**YOUR GOAL**: Exact reproduction of all the entries is required, without any of their pictures.

---------- DATASET EXTRACT

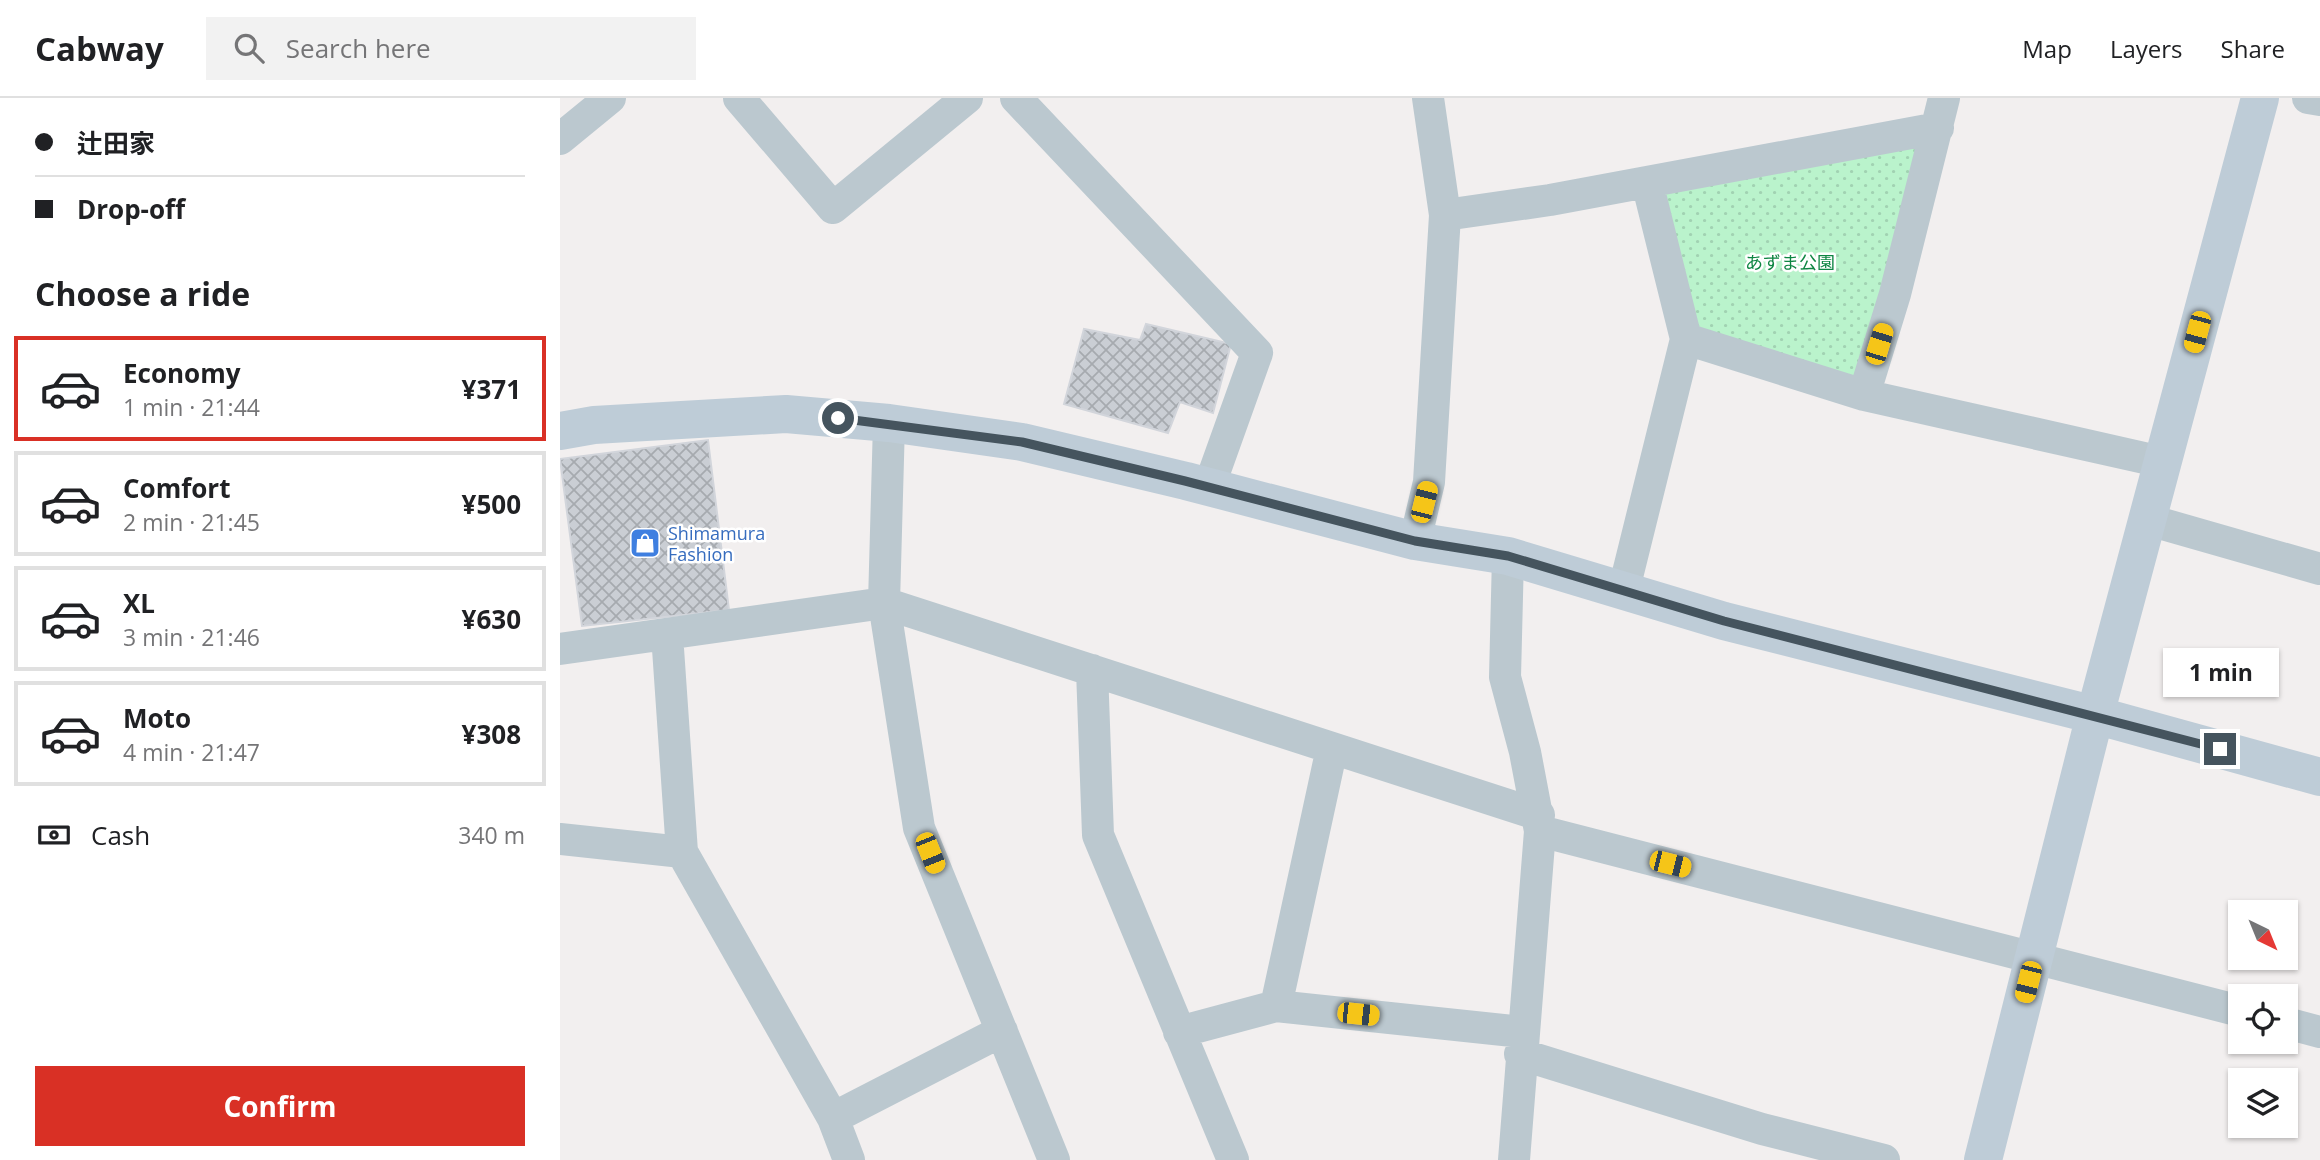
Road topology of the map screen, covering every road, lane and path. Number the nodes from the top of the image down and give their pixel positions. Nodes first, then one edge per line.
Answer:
1 (610, 98) edge
2 (739, 98) edge
3 (967, 98) edge
4 (1016, 98) edge
5 (1428, 98) edge
6 (1944, 98) edge
7 (2260, 98) edge
8 (2308, 98) edge
9 (2320, 100) edge
10 (1938, 128) junction
11 (560, 139) edge
12 (1647, 181) junction
13 (1445, 215) junction
14 (1686, 339) junction
15 (1864, 395) junction
16 (889, 423) junction
17 (560, 431) edge
18 (2162, 462) junction
19 (1209, 487) junction
20 (2149, 520) junction
21 (1415, 541) junction
22 (1508, 556) junction
23 (2320, 569) edge
24 (1624, 589) junction
25 (884, 603) junction
26 (667, 634) junction
27 (560, 649) edge
28 (1092, 670) junction
29 (2095, 715) junction
30 (1332, 748) junction
31 (2320, 777) edge
32 (1539, 823) junction
33 (560, 839) edge
34 (682, 852) junction
35 (2034, 957) junction
36 (1276, 1006) junction
37 (2228, 1008) edge
38 (2298, 1026) edge
39 (1002, 1031) junction
40 (1180, 1032) junction
41 (2320, 1032) edge
42 (1521, 1043) junction
43 (833, 1118) junction
44 (849, 1160) edge
45 (1054, 1160) edge
46 (1233, 1160) edge
47 (1514, 1160) edge
48 (1884, 1160) edge
49 (1983, 1160) edge

1 - 11 street
2 - 3 street
4 - 19 street
5 - 13 street
6 - 10 street
7 - 18 street
8 - 9 street
10 - 12 street
10 - 15 street
12 - 13 street
12 - 14 street
13 - 21 street
14 - 15 street
14 - 24 street
15 - 18 street
16 - 17 street
16 - 19 street
16 - 25 street
18 - 20 street
19 - 21 street
20 - 23 street
20 - 29 street
21 - 22 street
22 - 24 street
22 - 32 street
24 - 29 street
25 - 26 street
25 - 28 street
25 - 39 street
26 - 27 street
26 - 34 street
28 - 30 street
28 - 40 street
29 - 31 street
29 - 35 street
30 - 32 street
30 - 36 street
32 - 35 street
32 - 42 street
33 - 34 street
34 - 43 street
35 - 37 street
35 - 49 street
36 - 40 street
36 - 42 street
38 - 41 street
39 - 43 street
39 - 45 street
40 - 46 street
42 - 47 street
42 - 48 street
43 - 44 street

--------------------

**FINISHED EXERCISE**:
Road topology of the map screen, covering every road, lane and path. Number the nodes from the top of the image down and give their pixel positions. Nodes first, then one edge per line.
Answer:
1 (610, 98) edge
2 (739, 98) edge
3 (967, 98) edge
4 (1016, 98) edge
5 (1428, 98) edge
6 (1944, 98) edge
7 (2260, 98) edge
8 (2308, 98) edge
9 (2320, 100) edge
10 (1938, 128) junction
11 (560, 139) edge
12 (1647, 181) junction
13 (1445, 215) junction
14 (1686, 339) junction
15 (1864, 395) junction
16 (889, 423) junction
17 (560, 431) edge
18 (2162, 462) junction
19 (1209, 487) junction
20 (2149, 520) junction
21 (1415, 541) junction
22 (1508, 556) junction
23 (2320, 569) edge
24 (1624, 589) junction
25 (884, 603) junction
26 (667, 634) junction
27 (560, 649) edge
28 (1092, 670) junction
29 (2095, 715) junction
30 (1332, 748) junction
31 (2320, 777) edge
32 (1539, 823) junction
33 (560, 839) edge
34 (682, 852) junction
35 (2034, 957) junction
36 (1276, 1006) junction
37 (2228, 1008) edge
38 (2298, 1026) edge
39 (1002, 1031) junction
40 (1180, 1032) junction
41 (2320, 1032) edge
42 (1521, 1043) junction
43 (833, 1118) junction
44 (849, 1160) edge
45 (1054, 1160) edge
46 (1233, 1160) edge
47 (1514, 1160) edge
48 (1884, 1160) edge
49 (1983, 1160) edge

1 - 11 street
2 - 3 street
4 - 19 street
5 - 13 street
6 - 10 street
7 - 18 street
8 - 9 street
10 - 12 street
10 - 15 street
12 - 13 street
12 - 14 street
13 - 21 street
14 - 15 street
14 - 24 street
15 - 18 street
16 - 17 street
16 - 19 street
16 - 25 street
18 - 20 street
19 - 21 street
20 - 23 street
20 - 29 street
21 - 22 street
22 - 24 street
22 - 32 street
24 - 29 street
25 - 26 street
25 - 28 street
25 - 39 street
26 - 27 street
26 - 34 street
28 - 30 street
28 - 40 street
29 - 31 street
29 - 35 street
30 - 32 street
30 - 36 street
32 - 35 street
32 - 42 street
33 - 34 street
34 - 43 street
35 - 37 street
35 - 49 street
36 - 40 street
36 - 42 street
38 - 41 street
39 - 43 street
39 - 45 street
40 - 46 street
42 - 47 street
42 - 48 street
43 - 44 street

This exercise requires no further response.